◆ **Work task**
Every record must be output verbatim in the reply.
# # # # #
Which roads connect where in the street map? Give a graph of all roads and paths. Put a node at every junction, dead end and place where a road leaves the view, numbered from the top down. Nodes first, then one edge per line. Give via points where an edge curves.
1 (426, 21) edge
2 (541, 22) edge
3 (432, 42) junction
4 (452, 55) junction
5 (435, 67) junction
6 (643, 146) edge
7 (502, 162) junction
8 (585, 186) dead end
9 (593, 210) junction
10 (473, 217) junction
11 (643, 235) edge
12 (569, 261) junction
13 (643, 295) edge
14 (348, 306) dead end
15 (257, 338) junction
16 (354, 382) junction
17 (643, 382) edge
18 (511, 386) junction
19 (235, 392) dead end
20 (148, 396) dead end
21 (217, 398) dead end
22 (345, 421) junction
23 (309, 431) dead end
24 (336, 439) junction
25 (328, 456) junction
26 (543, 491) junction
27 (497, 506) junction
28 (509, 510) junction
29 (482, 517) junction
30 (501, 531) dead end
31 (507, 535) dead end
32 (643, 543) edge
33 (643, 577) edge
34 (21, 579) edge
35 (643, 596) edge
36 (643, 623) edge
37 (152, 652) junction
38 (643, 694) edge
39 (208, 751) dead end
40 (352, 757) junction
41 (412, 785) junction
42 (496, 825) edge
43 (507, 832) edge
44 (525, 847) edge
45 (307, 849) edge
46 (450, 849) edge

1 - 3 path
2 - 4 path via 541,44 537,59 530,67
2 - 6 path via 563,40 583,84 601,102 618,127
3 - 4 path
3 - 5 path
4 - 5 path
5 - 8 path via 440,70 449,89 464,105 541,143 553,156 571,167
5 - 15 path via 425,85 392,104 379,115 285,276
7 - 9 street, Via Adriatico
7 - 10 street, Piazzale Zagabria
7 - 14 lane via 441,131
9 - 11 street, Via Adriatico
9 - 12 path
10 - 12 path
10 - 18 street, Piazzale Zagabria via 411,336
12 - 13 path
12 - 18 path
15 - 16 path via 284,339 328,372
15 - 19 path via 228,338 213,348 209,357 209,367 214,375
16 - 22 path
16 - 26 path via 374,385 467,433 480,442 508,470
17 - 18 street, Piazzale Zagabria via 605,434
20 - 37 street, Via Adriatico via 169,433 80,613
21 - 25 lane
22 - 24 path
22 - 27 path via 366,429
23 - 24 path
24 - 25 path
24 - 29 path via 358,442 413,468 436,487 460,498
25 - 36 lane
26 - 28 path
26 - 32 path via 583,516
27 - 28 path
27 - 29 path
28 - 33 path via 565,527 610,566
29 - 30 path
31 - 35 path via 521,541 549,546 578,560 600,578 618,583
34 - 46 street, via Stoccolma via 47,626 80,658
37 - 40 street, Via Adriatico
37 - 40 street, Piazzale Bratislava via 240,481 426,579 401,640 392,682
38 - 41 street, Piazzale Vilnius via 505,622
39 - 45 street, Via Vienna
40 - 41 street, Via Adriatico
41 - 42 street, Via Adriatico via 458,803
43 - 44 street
# # # # #
◆ **Answer space**
Which roads connect where in the street map? Give a graph of all roads and paths. Put a node at every junction, dead end and place where a road leaves the view, numbered from the top down. Nodes first, then one edge per line. Give via points where an edge curves.
1 (426, 21) edge
2 (541, 22) edge
3 (432, 42) junction
4 (452, 55) junction
5 (435, 67) junction
6 (643, 146) edge
7 (502, 162) junction
8 (585, 186) dead end
9 (593, 210) junction
10 (473, 217) junction
11 (643, 235) edge
12 (569, 261) junction
13 (643, 295) edge
14 (348, 306) dead end
15 (257, 338) junction
16 (354, 382) junction
17 (643, 382) edge
18 (511, 386) junction
19 (235, 392) dead end
20 (148, 396) dead end
21 (217, 398) dead end
22 (345, 421) junction
23 (309, 431) dead end
24 (336, 439) junction
25 (328, 456) junction
26 (543, 491) junction
27 (497, 506) junction
28 (509, 510) junction
29 (482, 517) junction
30 (501, 531) dead end
31 (507, 535) dead end
32 (643, 543) edge
33 (643, 577) edge
34 (21, 579) edge
35 (643, 596) edge
36 (643, 623) edge
37 (152, 652) junction
38 (643, 694) edge
39 (208, 751) dead end
40 (352, 757) junction
41 (412, 785) junction
42 (496, 825) edge
43 (507, 832) edge
44 (525, 847) edge
45 (307, 849) edge
46 (450, 849) edge

1 - 3 path
2 - 4 path via 541,44 537,59 530,67
2 - 6 path via 563,40 583,84 601,102 618,127
3 - 4 path
3 - 5 path
4 - 5 path
5 - 8 path via 440,70 449,89 464,105 541,143 553,156 571,167
5 - 15 path via 425,85 392,104 379,115 285,276
7 - 9 street, Via Adriatico
7 - 10 street, Piazzale Zagabria
7 - 14 lane via 441,131
9 - 11 street, Via Adriatico
9 - 12 path
10 - 12 path
10 - 18 street, Piazzale Zagabria via 411,336
12 - 13 path
12 - 18 path
15 - 16 path via 284,339 328,372
15 - 19 path via 228,338 213,348 209,357 209,367 214,375
16 - 22 path
16 - 26 path via 374,385 467,433 480,442 508,470
17 - 18 street, Piazzale Zagabria via 605,434
20 - 37 street, Via Adriatico via 169,433 80,613
21 - 25 lane
22 - 24 path
22 - 27 path via 366,429
23 - 24 path
24 - 25 path
24 - 29 path via 358,442 413,468 436,487 460,498
25 - 36 lane
26 - 28 path
26 - 32 path via 583,516
27 - 28 path
27 - 29 path
28 - 33 path via 565,527 610,566
29 - 30 path
31 - 35 path via 521,541 549,546 578,560 600,578 618,583
34 - 46 street, via Stoccolma via 47,626 80,658
37 - 40 street, Via Adriatico
37 - 40 street, Piazzale Bratislava via 240,481 426,579 401,640 392,682
38 - 41 street, Piazzale Vilnius via 505,622
39 - 45 street, Via Vienna
40 - 41 street, Via Adriatico
41 - 42 street, Via Adriatico via 458,803
43 - 44 street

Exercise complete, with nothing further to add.